Una mañana, no sé si de sol radiante, conocí a Jorge Rodríguez, un poco a la distancia. Se conmemoraba un año más del asesinato de su padre, nuestro dirigente estudiantil, y el Alma Mater le rendía honores. La marcha recorría la Ciudad Universitaria, a la cabeza un niño con el mismo nombre de su padre muerto y de su padre vivo. Era, quien esto escribe, un joven profesor con cara de estudiante y sueños en la cara. Demasiados sueños que se pagan caros en una sociedad indigesta de realidad.
No importa. Después vi al Jorge estudiante de medicina y al que sus compañeros de la Universidad Central de Venezuela eligieron presidente de la Federación de Centros Universitarios. Todavía ciertas autoridades universitarias no habían podido desatar los mecanismos crematísticos para pervertir al movimiento estudiantil. Chocaban con una juventud íntegra en sus luchas y sus sueños que, como lo quería Martí, le exigía peso a la prosa y condición al verso. Resultaba inimaginable el delegado estudiantil que, a cuenta de viáticos, doblara cada mes el sueldo de un profesor titular.
Mi amistad con Jorge Rodríguez se acendró luego más acá de la realidad. O más allá, todo depende de qué lado del sueño se coloque el caminante. Hace rato, desde muy joven, me habían tentado ciertos extraños sonidos de las palabras y las sílabas. Tuve un abuelo coplero que me enseñó el arte de la rima y una profesora de castellano que hablaba en perfectos alejandrinos y me contagió sus sonetos. Me dio por escribir cuentos y poemas y, una mañana, me topé con un relato de Jorge en el periódico y desde entonces, además de su amigo, me hice su lector.

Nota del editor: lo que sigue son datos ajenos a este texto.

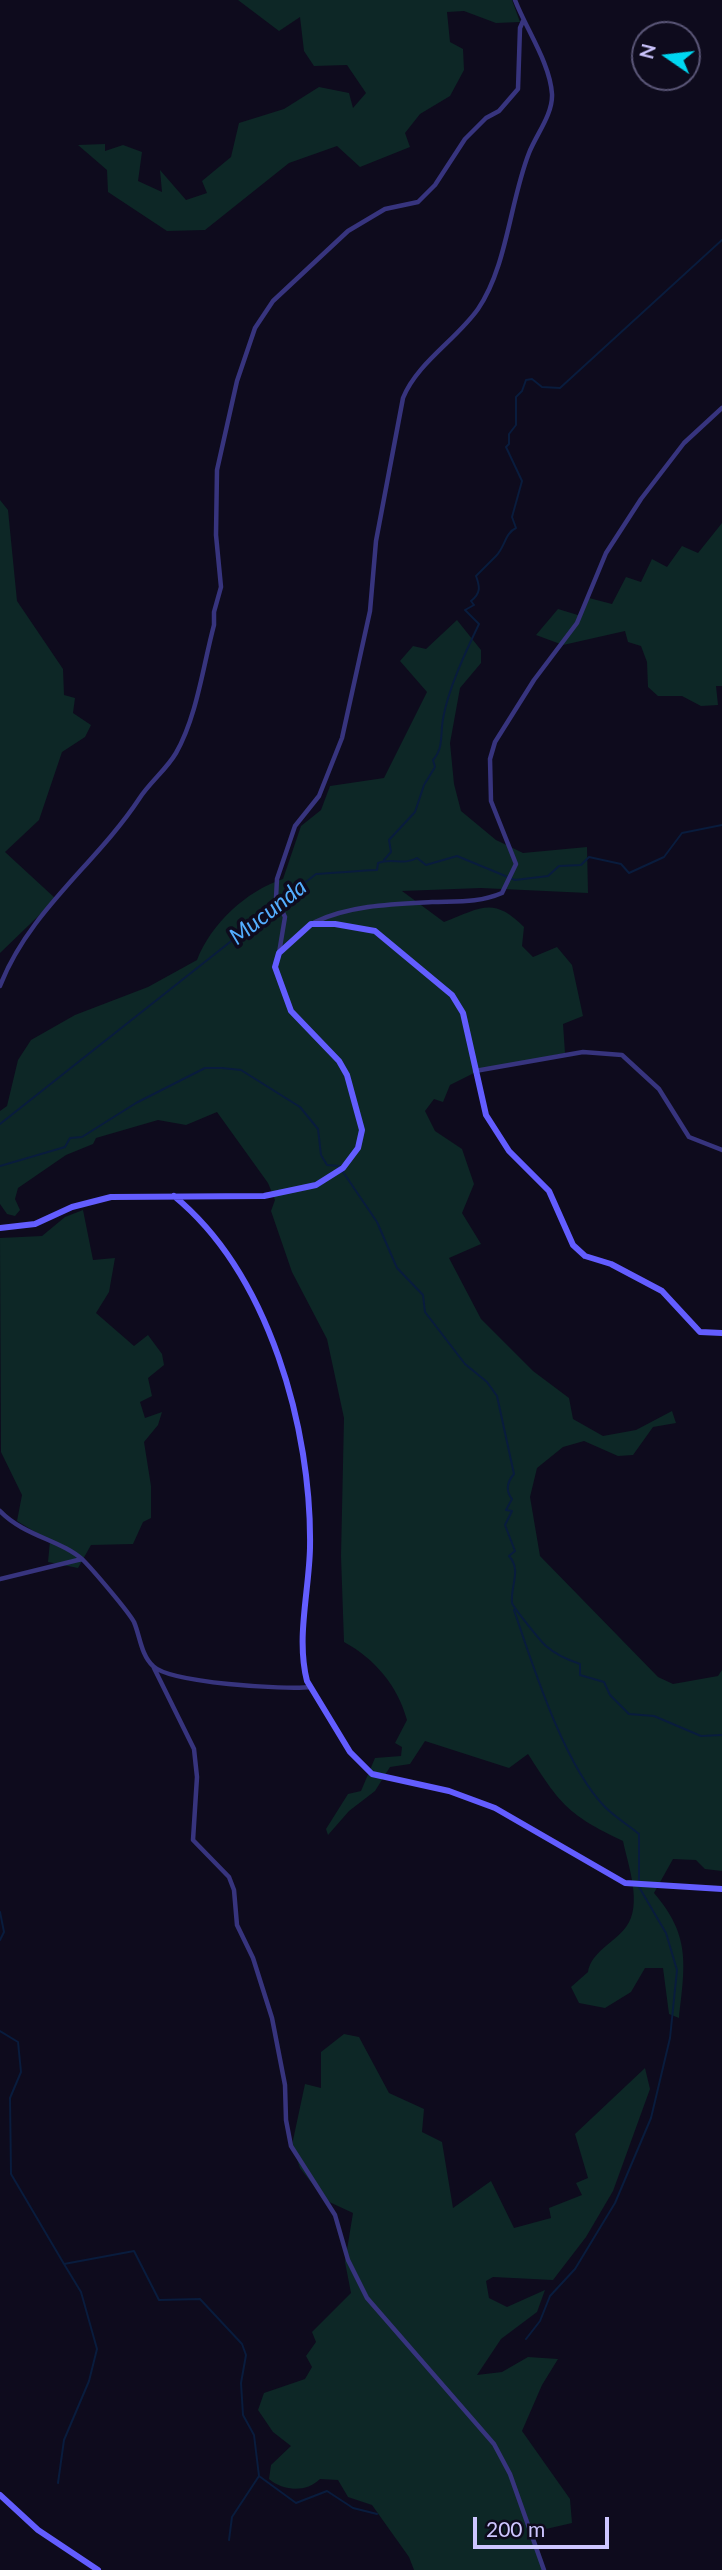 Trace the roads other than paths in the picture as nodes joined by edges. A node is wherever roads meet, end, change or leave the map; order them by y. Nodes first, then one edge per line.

Cuando las circunstancias lo convirtieron en rector del Consejo Nacional Electoral, como lector estuve a punto de llamarlo y reclamarle lo que consideraba una deserción del área mágica de los sueños y las letras. Algo me detuvo, como un espejo frente a mí. Entendí que no era el más indicado para ese reclamo, por venir yo de la Asamblea Nacional Constituyente. Sin intentar justificación alguna con la literatura, he de decir que la creación y la ficción no nos han apartado de nuestro compromiso histórico, con el pueblo al que pertenecemos y con el tiempo que nos ha tocado vivir.
Jorge Rodríguez asumió la conducción del CNE en momentos en que el cargo, más que un privilegio, era un riesgo cierto y cotidiano. Quienes lo conocemos, sabíamos que una vez asumido el reto, nada ni nadie lo haría abandonar la nave. Por el contrario, no desmayaría hasta llevarla a puerto seguro. Así fue. En la travesía por mares tormentosos, cayeron sobre él todas las injurias e infamias de un fanatismo desatado; las plumas más miserables y mediocres vertieron su tinta sobre su familia; la memoria de su padre no escapó a la bilis de la jauría hidrofóbica. Jorge, a riesgo de su tranquilidad personal, paz familiar, sueños creativos, éxitos profesionales y, para resumirlo todo, a riesgo de su vida, cumplió con el compromiso que le fijó la patria. La paz de Venezuela le debe mucho a su entereza, coraje y, cuando fue necesario, a su flexibilidad.
Lo demás, amigo mío, es un andar. Un cuento, una novela o un poema son también actos de osadía. En la realidad o la ficción, tú has asumido el riesgo como oficio o como sueño. Para darte las gracias sin estridencia, por mi pluma hablan tus lectores.